Economic uncertainty has resurfaced after President Donald Trump renewed threats to seize Greenland from Denmark, escalating tensions with Europe. Trump announced plans to impose a 10% tariff on eight European countries, rising to 25% in June, unless Denmark agrees to sell the autonomous territory.
European leaders, including French President Emmanuel Macron, are weighing retaliatory measures through the EU’s “anti‑coercion” instrument sometimes referred to as a “trade bazooka” which could restrict imports, exports, financial market access, and more.
Financial markets reacted sharply, with stock prices, the dollar, and bonds all falling as investors braced for a potential U.S. Europe trade war. Businesses continue to cite Trump’s unpredictable tariff campaign as a major drag on hiring, contributing to rising unemployment and undermining job market stability.
Rising uncertainty around U.S. trade policy is discouraging businesses from investing and hiring, which places downward pressure on overall economic growth.
Tariffs not only disrupt global supply chains but also raise import costs, fueling inflationary pressures. This dynamic complicates the Federal Reserve’s ability to manage interest rates effectively, making it harder to stabilize the economy.
Uncertainty about future tariff rates discourages businesses from expanding and hiring. For example, a manufacturer may postpone building a new factory until it has clarity on the cost of overseas parts and materials, as well as how to restructure supply chains under a new tariff regime.
This hesitation slows economic growth, undermines job creation, and adds volatility to markets already strained by trade tensions.
Economists warn that the current trade tensions could lead to outcomes ranging from a quick resolution to a full‑blown trade war. If President Donald Trump’s proposed tariffs take effect, both the U.S. and global economies could face serious consequences.
While the European Union chose negotiation over retaliation last year, Trump’s latest aggressive rhetoric may provoke a stronger response. Goldman Sachs analysts noted that EU leaders’ firm stance makes retaliation more likely if Trump enforces a 10% tariff on February 1.
Even without implementation, uncertainty itself is already dragging on the global economy. Oxford Economics analysts Ben May and Rory Fennessy cautioned that the risk of tariffs and policy unpredictability has grown, especially after Trump threatened tariffs on six EU countries, the UK, and Norway amid his Greenland push.
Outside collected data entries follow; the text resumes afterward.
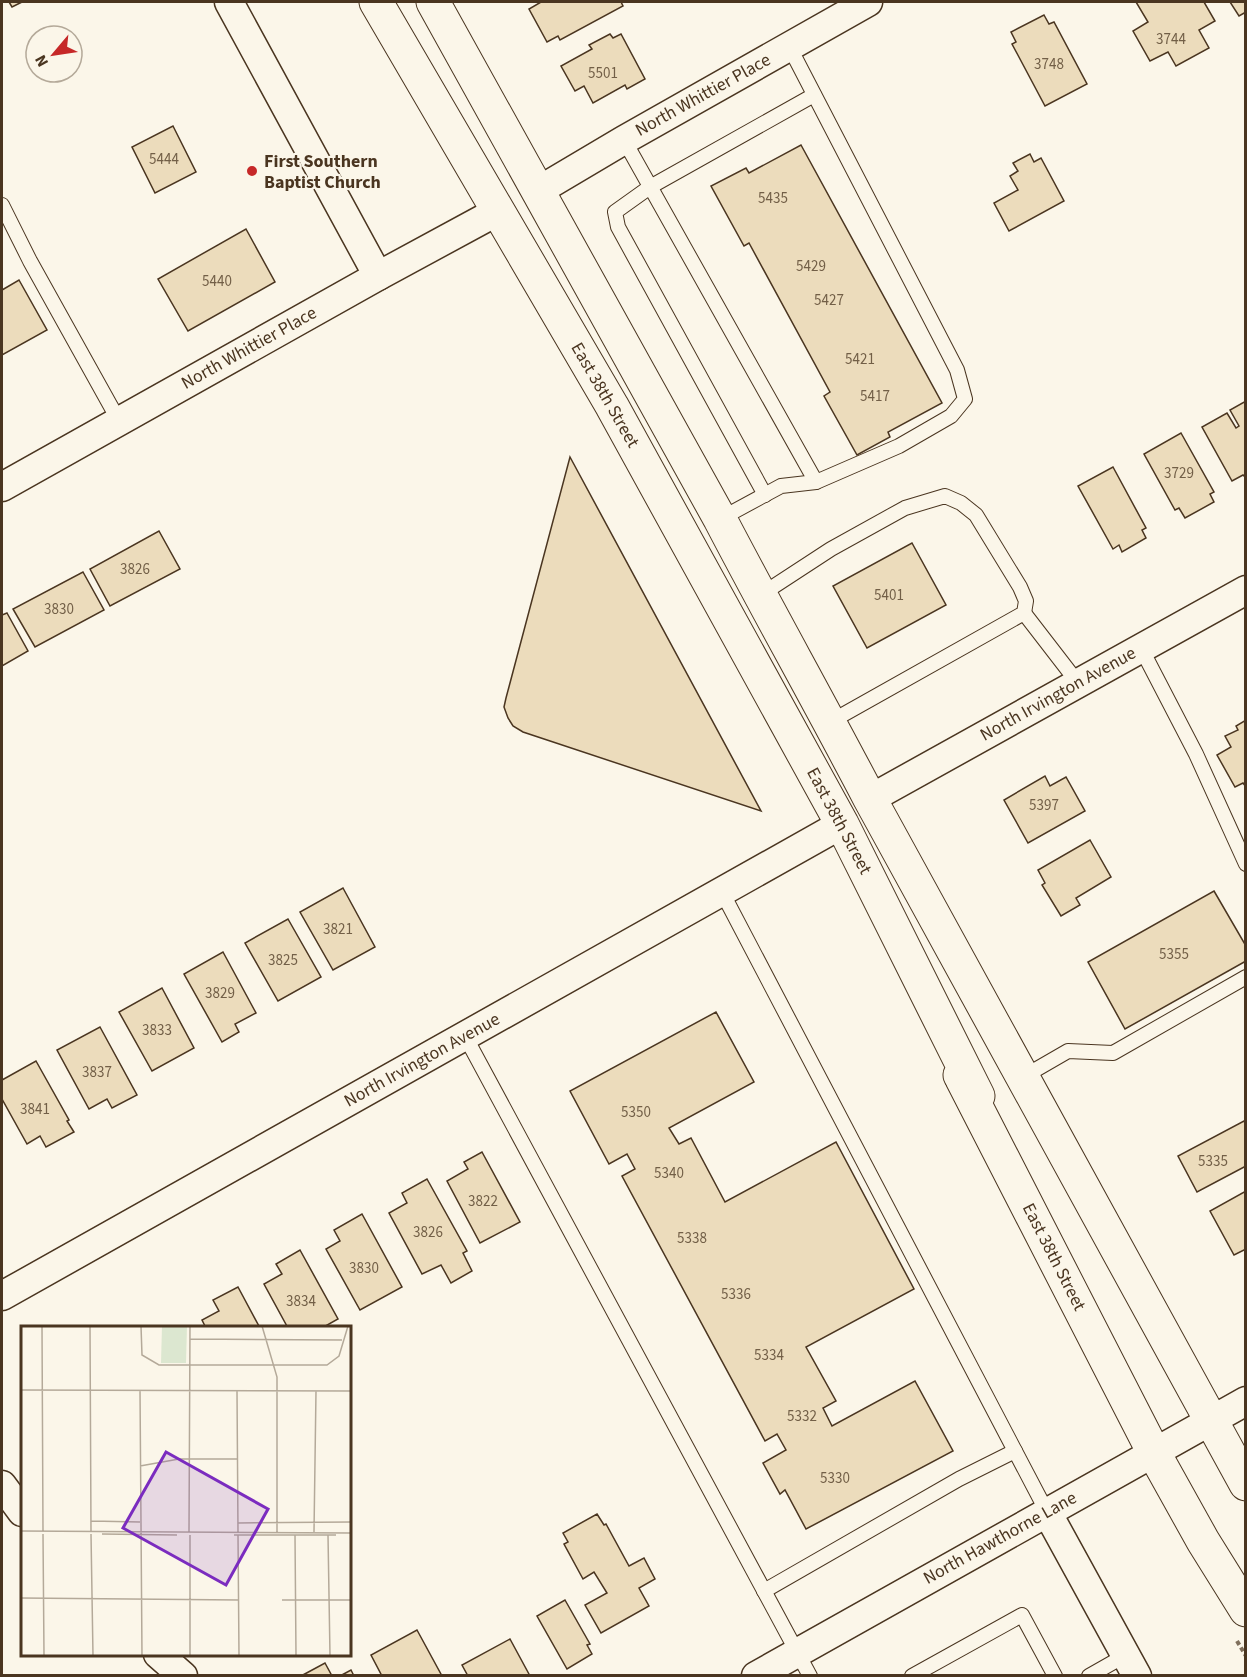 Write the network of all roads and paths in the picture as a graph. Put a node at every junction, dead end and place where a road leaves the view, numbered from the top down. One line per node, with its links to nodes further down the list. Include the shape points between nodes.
1 (230, 2): 12 (street)
2 (376, 2): 11 (main road, East 38th Street)
3 (433, 2): 9 (main road)
4 (868, 2): 5 (street, North Whittier Place)
5 (789, 46): 6 (lane); 7 (street, North Whittier Place)
6 (814, 95): 8 (lane); 14 (lane, via 957,370 965,399 951,416 899,446)
7 (624, 140): 8 (lane); 9 (street, North Whittier Place)
8 (650, 188): 14 (lane); 16 (lane, via 615,212 618,227)
9 (538, 191): 17 (main road)
10 (2, 205): 13 (lane)
11 (498, 211): 12 (street, North Whittier Place); 25 (main road, East 38th Street, via 612,406)
12 (378, 276): 13 (street, North Whittier Place)
13 (119, 421): 15 (street, North Whittier Place)
14 (816, 482): 16 (lane, via 781,486)
15 (2, 487)
16 (765, 495): 17 (lane)
17 (720, 519): 19 (main road)
18 (1245, 590): 21 (street, North Irvington Avenue)
19 (759, 596): 20 (lane, via 831,549 905,508 945,496 976,515 1020,587 1026,601); 23 (main road)
20 (1024, 613): 22 (lane); 23 (lane)
21 (1141, 648): 22 (street, North Irvington Avenue); 26 (lane, via 1196,754)
22 (1078, 683): 24 (street, North Irvington Avenue)
23 (830, 722): 24 (main road)
24 (870, 799): 30 (main road)
25 (842, 825): 27 (street, North Irvington Avenue); 35 (main road, East 38th Street, via 978,1096 960,1075)
26 (1245, 864)
27 (722, 892): 29 (street, North Irvington Avenue); 34 (lane)
28 (1245, 977): 30 (lane, via 1113,1053 1068,1051)
29 (465, 1036): 31 (street, North Irvington Avenue); 40 (lane)
30 (1023, 1077): 33 (main road)
31 (2, 1296)
32 (1245, 1401): 33 (street, North Hawthorne Lane)
33 (1211, 1422): 35 (street, North Hawthorne Lane); 36 (main road)
34 (1015, 1451): 39 (lane); 40 (lane, via 958,1479)
35 (1154, 1453): 39 (street, North Hawthorne Lane); 41 (main road, East 38th Street)
36 (1245, 1484)
37 (2, 1485): 38 (street)
38 (21, 1511)
39 (1047, 1512): 43 (street, North Hawthorne Lane); 44 (street)
40 (764, 1590): 43 (lane)
41 (1245, 1610)
42 (160, 1656): 45 (street)
43 (804, 1664): 46 (street, North Hawthorne Lane)
44 (1132, 1665): 49 (lane)
45 (183, 1676)
46 (756, 1676)
47 (912, 1676): 48 (lane, via 1022,1616)
48 (1055, 1676)
49 (1089, 1676) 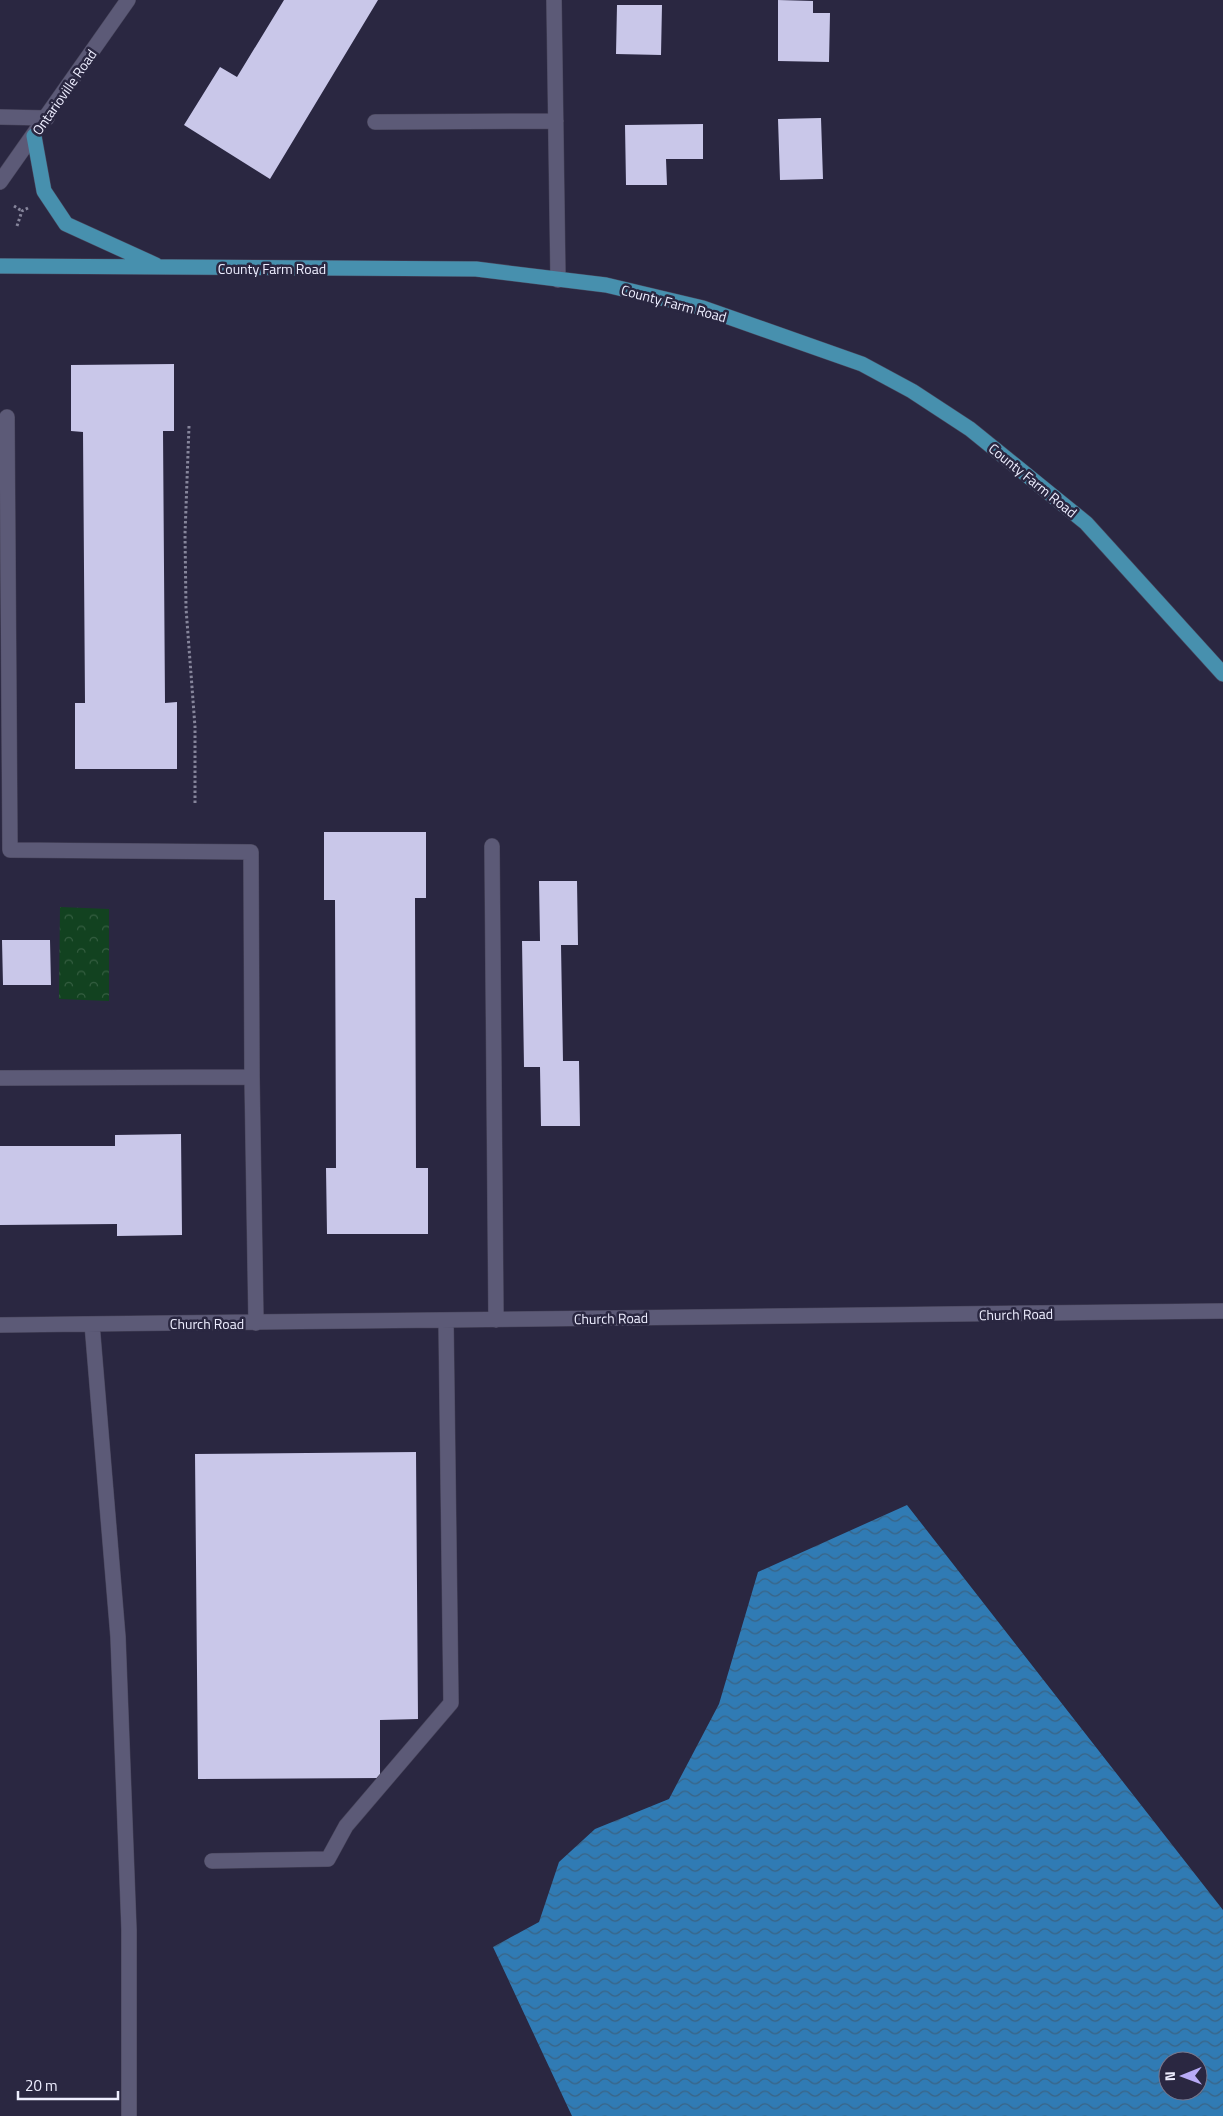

Oxford Economics estimates that if tariffs are enacted, U.S. GDP growth would fall to 2.3% in 2026, compared to 2.8% without them. May added that this slowdown would be noticeable ahead of the midterm elections.
The renewed tariff threats tied to Trump’s push over Greenland amplify uncertainty in global markets. Economists warn that if tariffs are enacted, both the U.S. and European economies could face slower growth, higher inflation, and disrupted supply chains.
Even without full implementation, the unpredictability of trade policy is already discouraging business investment and hiring, pushing up unemployment and weighing on consumer confidence. In short, tariffs function as a hidden tax on Americans while geopolitical tensions magnify risks for the broader economy.